Dean Humphrey inspires students to get fit with 5K run

By Sean Corrado Staff Writer

Pitt’s Dean of Students and Vice Provost Kathy Humphrey agreed to trade in her trademark skirt suit for a T-shirt and a pair of running shoes to participate in a 5K run this Saturday, but her preparation to reach the finish line has been anything but easy.

“I had no idea what I was saying yes to,” Humphrey said. “I am doing something way outside my comfort zone.”

In an effort to raise awareness for the Healthy U initiative, Humphrey will participate in the ZooZilla 5K Run/Walk on Saturday morning at the Pittsburgh Zoo and PPG Aquarium. She wants her presence at the race to inspire students to live a healthy life now and to develop healthy habits for the future.
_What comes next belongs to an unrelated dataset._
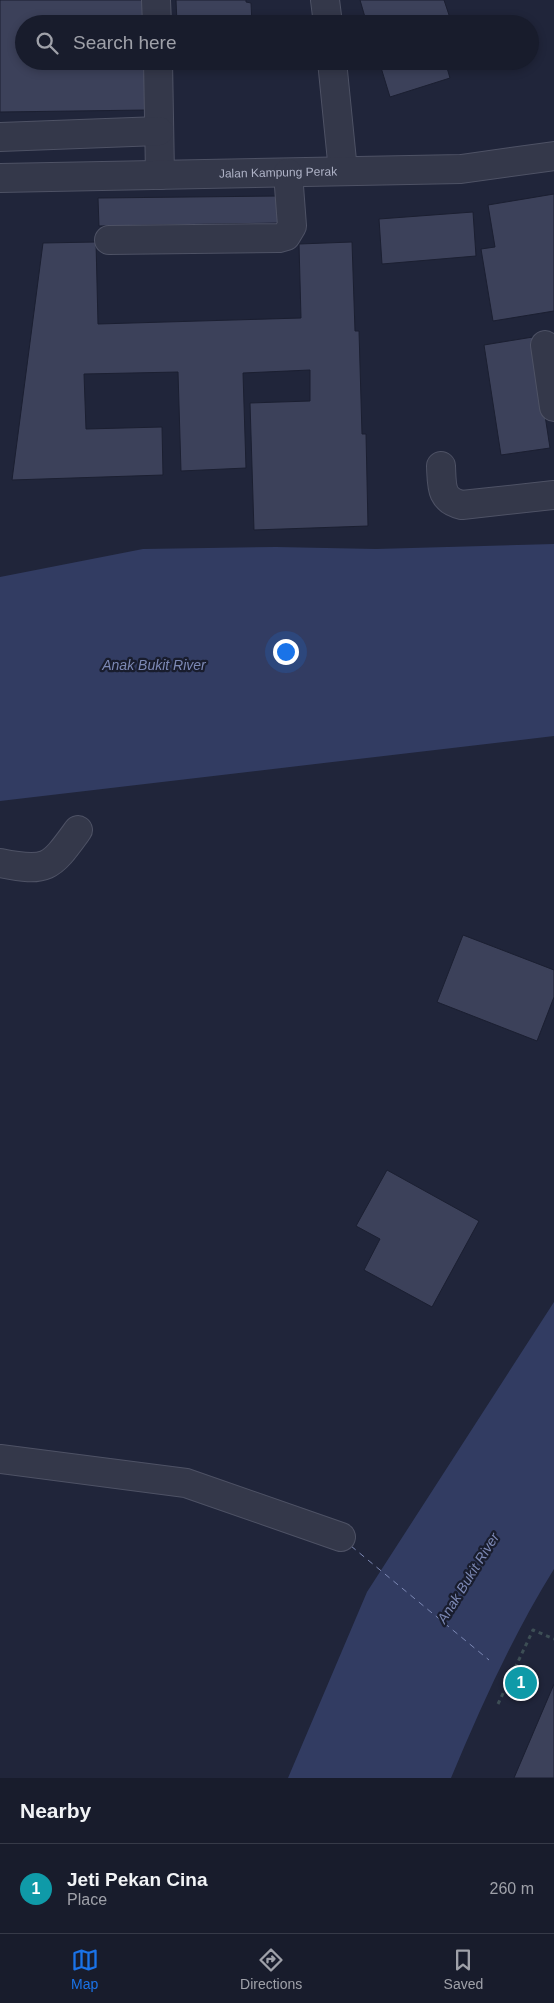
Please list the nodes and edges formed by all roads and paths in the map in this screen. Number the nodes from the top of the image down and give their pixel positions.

Healthy U is a sector of Pitt’s Student Affairs Department that focuses on helping students “maintain more than just optimal physical and emotional health.”

Senior Julie Hallinan, a member of Pitt’s Student Government Board and of the Healthy U 5K Committee, looked for someone on campus to engage students and get them excited to take part in the 5K that Pitt now sponsors. She thought to herself, “who would be a better role model than the dean of students?”
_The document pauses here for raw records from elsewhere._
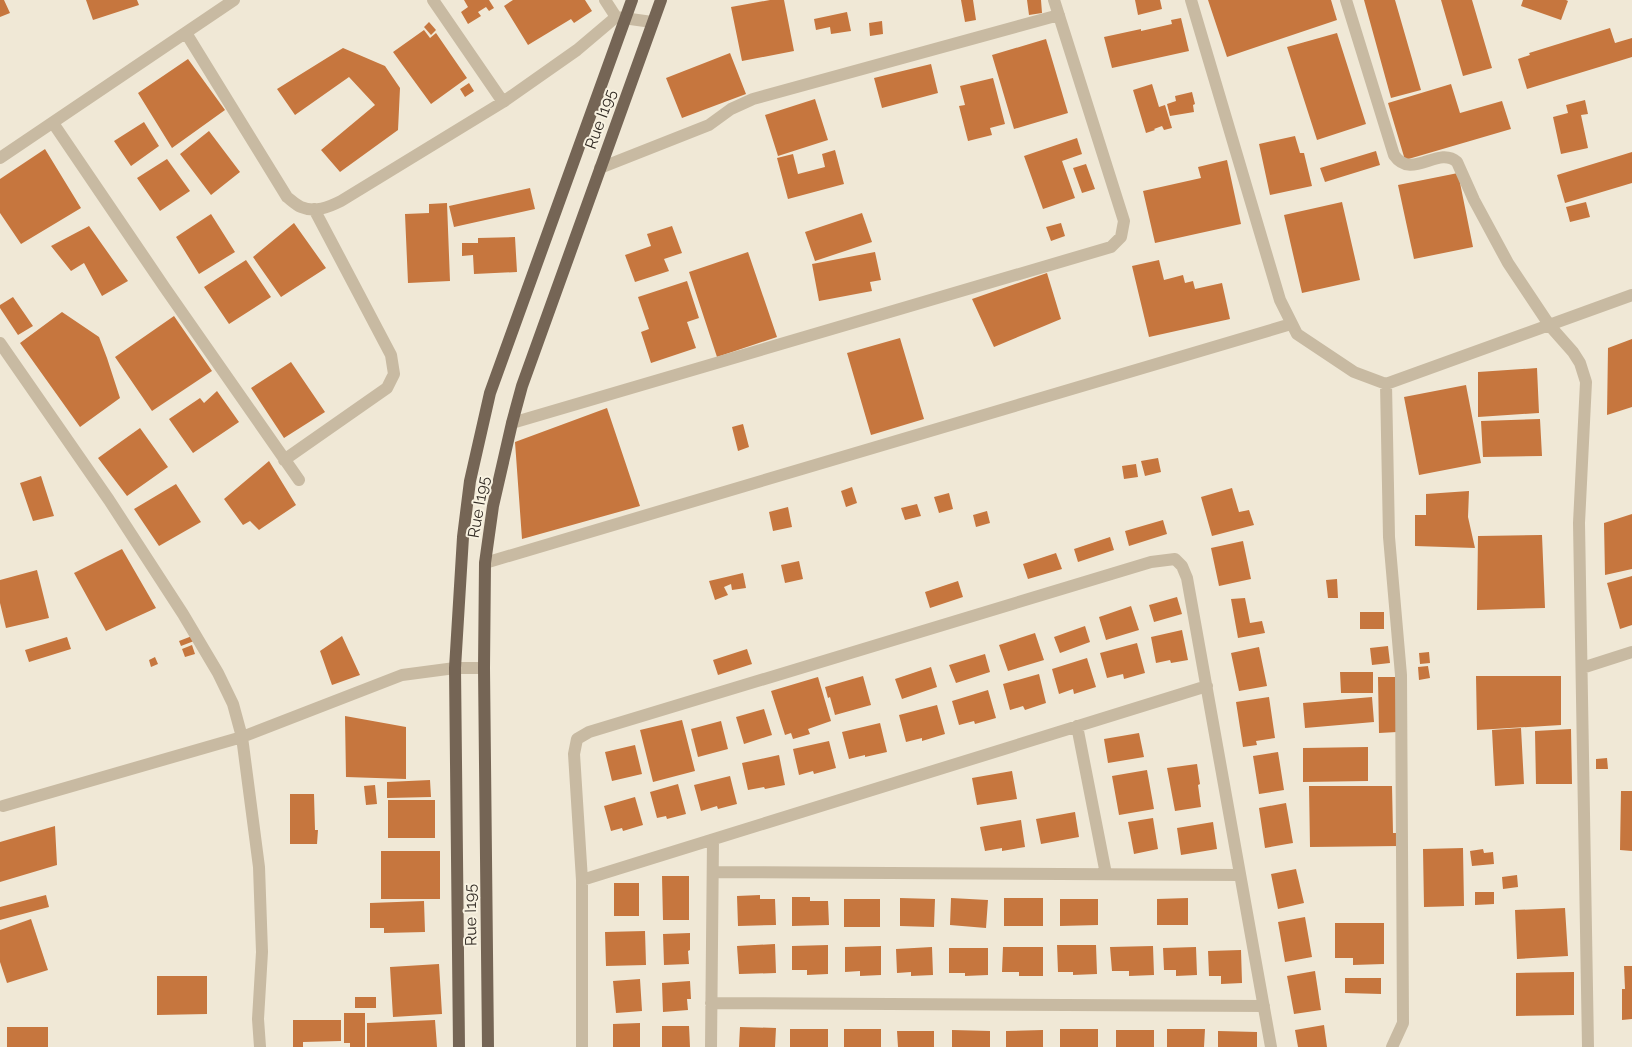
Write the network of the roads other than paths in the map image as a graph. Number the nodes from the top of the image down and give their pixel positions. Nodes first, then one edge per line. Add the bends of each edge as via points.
1 (234, 0) edge
2 (433, 0) edge
3 (605, 0) edge
4 (632, 0) edge
5 (660, 0) edge
6 (1054, 0) edge
7 (1191, 0) edge
8 (1346, 0) edge
9 (1059, 15) junction
10 (620, 18) junction
11 (652, 22) junction
12 (186, 33) junction
13 (503, 102) junction
14 (54, 123) junction
15 (0, 158) edge
16 (600, 168) junction
17 (314, 209) junction
18 (1632, 296) edge
19 (1291, 324) junction
20 (1550, 326) junction
21 (0, 343) edge
22 (1386, 384) junction
23 (512, 423) junction
24 (284, 460) junction
25 (298, 480) dead end
26 (485, 563) junction
27 (1632, 652) edge
28 (455, 668) junction
29 (484, 668) junction
30 (1582, 668) junction
31 (1207, 686) junction
32 (1077, 726) junction
33 (242, 737) junction
34 (1, 804) edge
35 (713, 840) junction
36 (713, 872) junction
37 (1106, 874) junction
38 (1239, 875) junction
39 (582, 880) junction
40 (711, 1003) junction
41 (1264, 1006) junction
42 (260, 1047) edge
43 (459, 1047) edge
44 (488, 1047) edge
45 (582, 1047) edge
46 (711, 1047) edge
47 (1271, 1047) edge
48 (1392, 1047) edge
49 (1588, 1047) edge

1 - 12 street
2 - 13 street
3 - 10 street
4 - 10 main road, Rue I195
5 - 11 main road, Rue I195
6 - 9 street
7 - 19 street via 1280,300
8 - 20 street via 1399,163 1409,166 1444,157 1456,162 1508,263
9 - 16 street via 753,99 731,108 709,125
9 - 23 street via 1124,221 1121,237 1111,247
10 - 11 street
10 - 13 street
10 - 28 main road, Rue I195 via 490,394 470,481
11 - 16 main road, Rue I195
12 - 14 street
12 - 17 street via 287,197 301,207
13 - 17 street via 341,201 327,208
14 - 15 street
14 - 24 street
16 - 23 main road, Rue I195 via 522,386
17 - 24 street via 391,355 394,374 387,388
18 - 20 street
19 - 22 street via 1296,334 1346,368
19 - 26 street
20 - 22 street
20 - 30 street via 1573,352 1586,382 1579,523
21 - 33 street via 183,614 233,704
22 - 48 street via 1389,537 1401,674 1402,732 1403,1023
23 - 26 main road, Rue I195
24 - 25 street
26 - 29 main road, Rue I195
27 - 30 street
28 - 29 street
28 - 33 street via 402,675
28 - 43 main road, Rue I195
29 - 44 main road, Rue I195
30 - 49 street
31 - 32 street
31 - 38 street
31 - 39 street via 1187,578 1175,559 1165,559 589,732 577,739 574,754
32 - 35 street
32 - 37 street
33 - 34 street
33 - 42 street via 259,867 262,952 258,1019
35 - 36 street
35 - 39 street
36 - 37 street
36 - 40 street
37 - 38 street
38 - 41 street
39 - 45 street
40 - 41 street
40 - 46 street
41 - 47 street

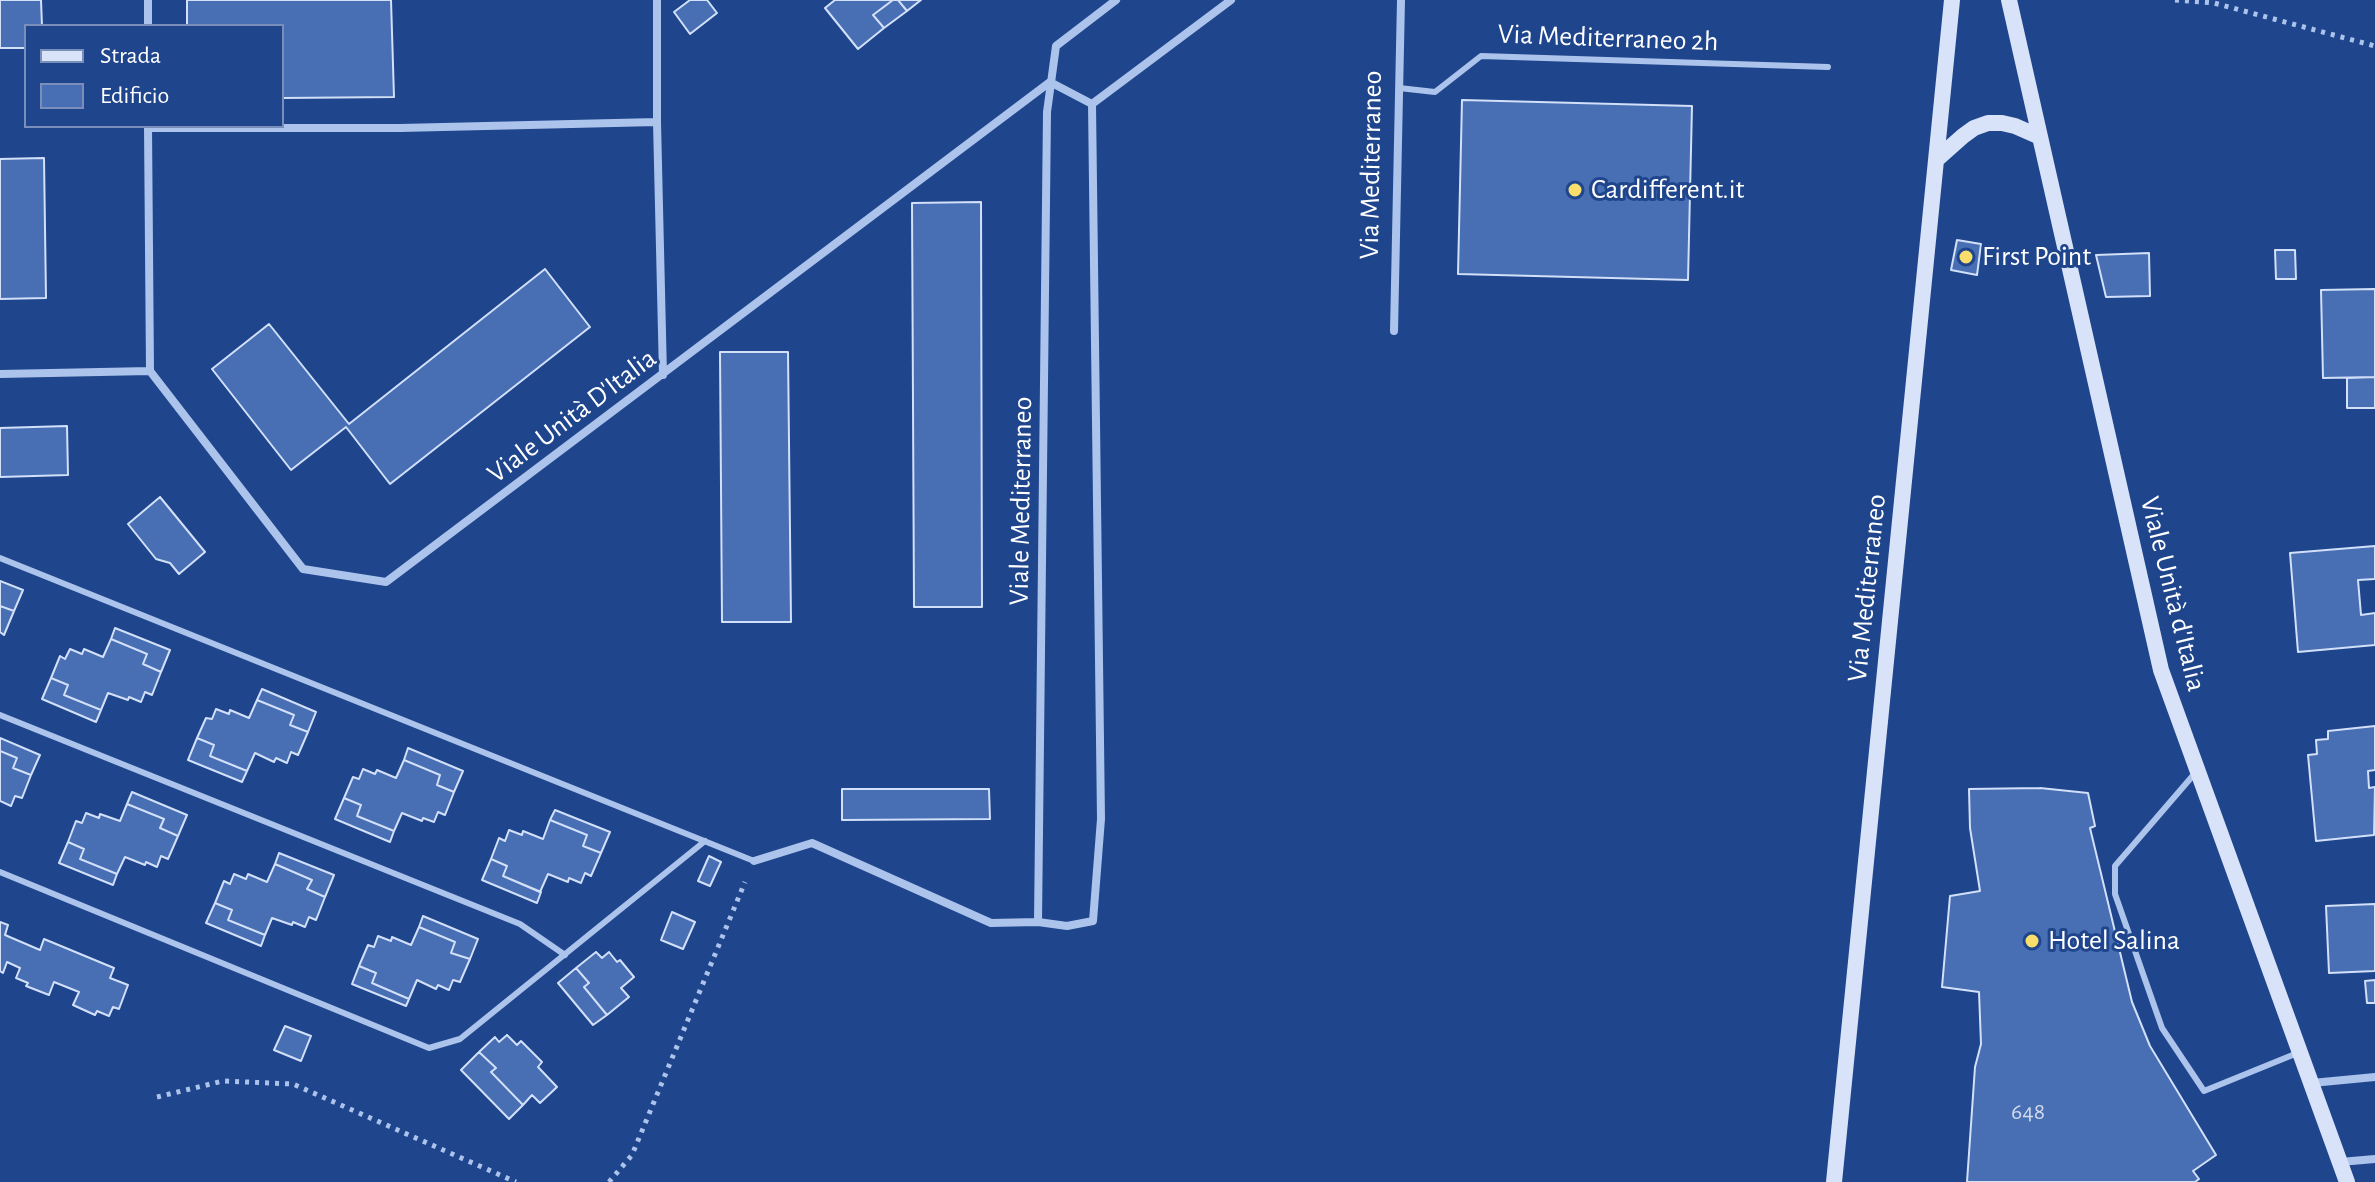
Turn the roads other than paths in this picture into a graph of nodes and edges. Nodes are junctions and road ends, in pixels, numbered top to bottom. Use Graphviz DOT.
graph roads {
  1 [pos="148,0"];
  2 [pos="657,0"];
  3 [pos="1116,0"];
  4 [pos="1231,0"];
  5 [pos="1401,0"];
  6 [pos="1952,0"];
  7 [pos="2009,0"];
  8 [pos="148,24"];
  9 [pos="1828,67"];
  10 [pos="1050,82"];
  11 [pos="1399,88"];
  12 [pos="1092,104"];
  13 [pos="657,122"];
  14 [pos="148,128"];
  15 [pos="284,128"];
  16 [pos="2040,137"];
  17 [pos="1936,160"];
  18 [pos="1394,331"];
  19 [pos="150,371"];
  20 [pos="0,374"];
  21 [pos="663,375"];
  22 [pos="0,558"];
  23 [pos="0,715"];
  24 [pos="2197,770"];
  25 [pos="705,841"];
  26 [pos="754,861"];
  27 [pos="0,872"];
  28 [pos="1038,922"];
  29 [pos="565,955"];
  30 [pos="2300,1052"];
  31 [pos="2375,1077"];
  32 [pos="2311,1083"];
  33 [pos="2375,1159"];
  34 [pos="2340,1162"];
  35 [pos="1834,1182"];
  36 [pos="2347,1182"];
  1 -- 8 [label="street"];
  2 -- 13 [label="street"];
  3 -- 10 [label="street, Viale Mediterraneo"];
  4 -- 12 [label="street"];
  5 -- 11 [label="street, Via Mediterraneo"];
  6 -- 17 [label="main road, Via Mediterraneo"];
  7 -- 16 [label="main road, Viale Unità d'Italia"];
  9 -- 11 [label="lane, Via Mediterraneo 2h"];
  10 -- 12 [label="street"];
  10 -- 21 [label="street, Viale Unità D'Italia"];
  10 -- 28 [label="street, Viale Mediterraneo"];
  11 -- 18 [label="street, Via Mediterraneo"];
  12 -- 28 [label="street"];
  13 -- 15 [label="street"];
  13 -- 21 [label="street"];
  14 -- 19 [label="street"];
  16 -- 17 [label="main road"];
  16 -- 24 [label="main road, Viale Unità d'Italia"];
  17 -- 35 [label="main road, Via Mediterraneo"];
  19 -- 20 [label="street"];
  19 -- 21 [label="street, Viale Unità D'Italia"];
  22 -- 25 [label="lane"];
  23 -- 29 [label="lane"];
  24 -- 30 [label="main road, Viale Unità d'Italia"];
  24 -- 30 [label="lane"];
  25 -- 26 [label="lane"];
  25 -- 29 [label="lane"];
  26 -- 28 [label="street"];
  27 -- 29 [label="lane"];
  30 -- 32 [label="main road, Viale Unità d'Italia"];
  31 -- 32 [label="street"];
  32 -- 34 [label="main road, Viale Unità d'Italia"];
  33 -- 34 [label="street"];
  34 -- 36 [label="main road, Viale Unità d'Italia"];
}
Originally, Humphrey said she thought that Hallinan wanted her to attend the event and cheer on students at the finish line. But when the directors at a staff meeting convinced her that running would get students excited about the race, she wasn’t in a position to say no.

According to Hallinan, Humphrey’s promise to run inspired many students to join the 5K on the hilly terrain of the Pittsburgh Zoo and PPG Aquarium.

“She’s definitely made an impact,” Hallinan said. “Many students have been motivated to get out there and do something fun and healthy as a community.”

Along with Humphrey, more than 100 Pitt students are registered to race at 8 a.m. Saturday morning.

But working toward this day has proved no easy task for Humphrey. Humphrey has not previously found success in athletics, and she admitted that her worst grades in school from kindergarten on were in physical education.

Nevertheless, Humphrey made a promise to Hallinan and the 5K committee to run in the event, and she is not one to break promises.

Starting in early October, Humphrey trained with John Schneider, Pitt’s coordinator of outdoor recreation, every Monday, Wednesday and Friday morning before work. Schneider developed a workout regimen that included cardio training, weight lifting and core strengthening.

“I didn’t even know what a core was,” Humphrey said.

Humphrey also had no idea what she was in for on her first day of training. Schneider started her off easy with some interval training. She had to repeatedly run for a minute and then walk for a minute. This would be a relatively simple task for an athlete, but for someone who does not enjoy running, it would hit very hard.

“I thought like I was going to die,” Humphrey said. “I am one of those people who wants to stop running the second I feel pain.”

She realized she had much more work to do to be physically prepared for the 5K. The beginning was a struggle, but she used her students as her motivation to improve.

“I was convinced I would be a good model for those students who are not physically active,” said Humphrey, who did not miss a single training workout session.

Things began to get even worse when Humphrey injured her knee during a workout, so Schneider altered the program to allow Humphrey’s knee to heal faster and prevent her from re-injuring it.

Humphrey trained off her knee for a little bit by working on the rowing machine to continue cardio training.

As her knee gradually became stronger, so did Humphrey.

On the sunny Friday morning of homecoming weekend, Humphrey accomplished something she has never done in her life. She ran 22 minutes without stopping.

“It’s extraordinary,” Humphrey said. “The stronger you get, the less pain you feel.”

That was the turning point of her training. Humphrey felt proud of how far she pushed herself through all the pain and physical limitations she previously experienced.

Shawn Ahearn, Pitt’s Student Affairs office’s director of communications, has run with Humphrey. He sees parallels between her work ethics in running shoes and dress shoes.

“She is always pushing her students to go beyond their limits,” Ahearn said. “Now, she is going beyond her own.”

Humphrey is now confident that she will finish the race. She has crafted a strategy to work around the hilly course. If she runs all the straightaways well, she can walk the hills to avoid the added work against the incline.

Her trainer said he sees the progress that she has made since that dreadful first day of training.

“She’s come so far. She is like a totally different person now,” Schneider said. “With her determination, she will be successful.”

And according to Humphrey, this might not be her final event. Although she is not making any promises just yet, Humphrey said that she is considering running a Turkey Trot 5K on Thanksgiving Day.

She wants to push her limits once again and support the Healthy U initiative. By Thanksgiving, Humphrey said she wants to be able to run an entire race.

“Students find her admirable,” Schneider said. “Maybe this will encourage people to get out there and push themselves.”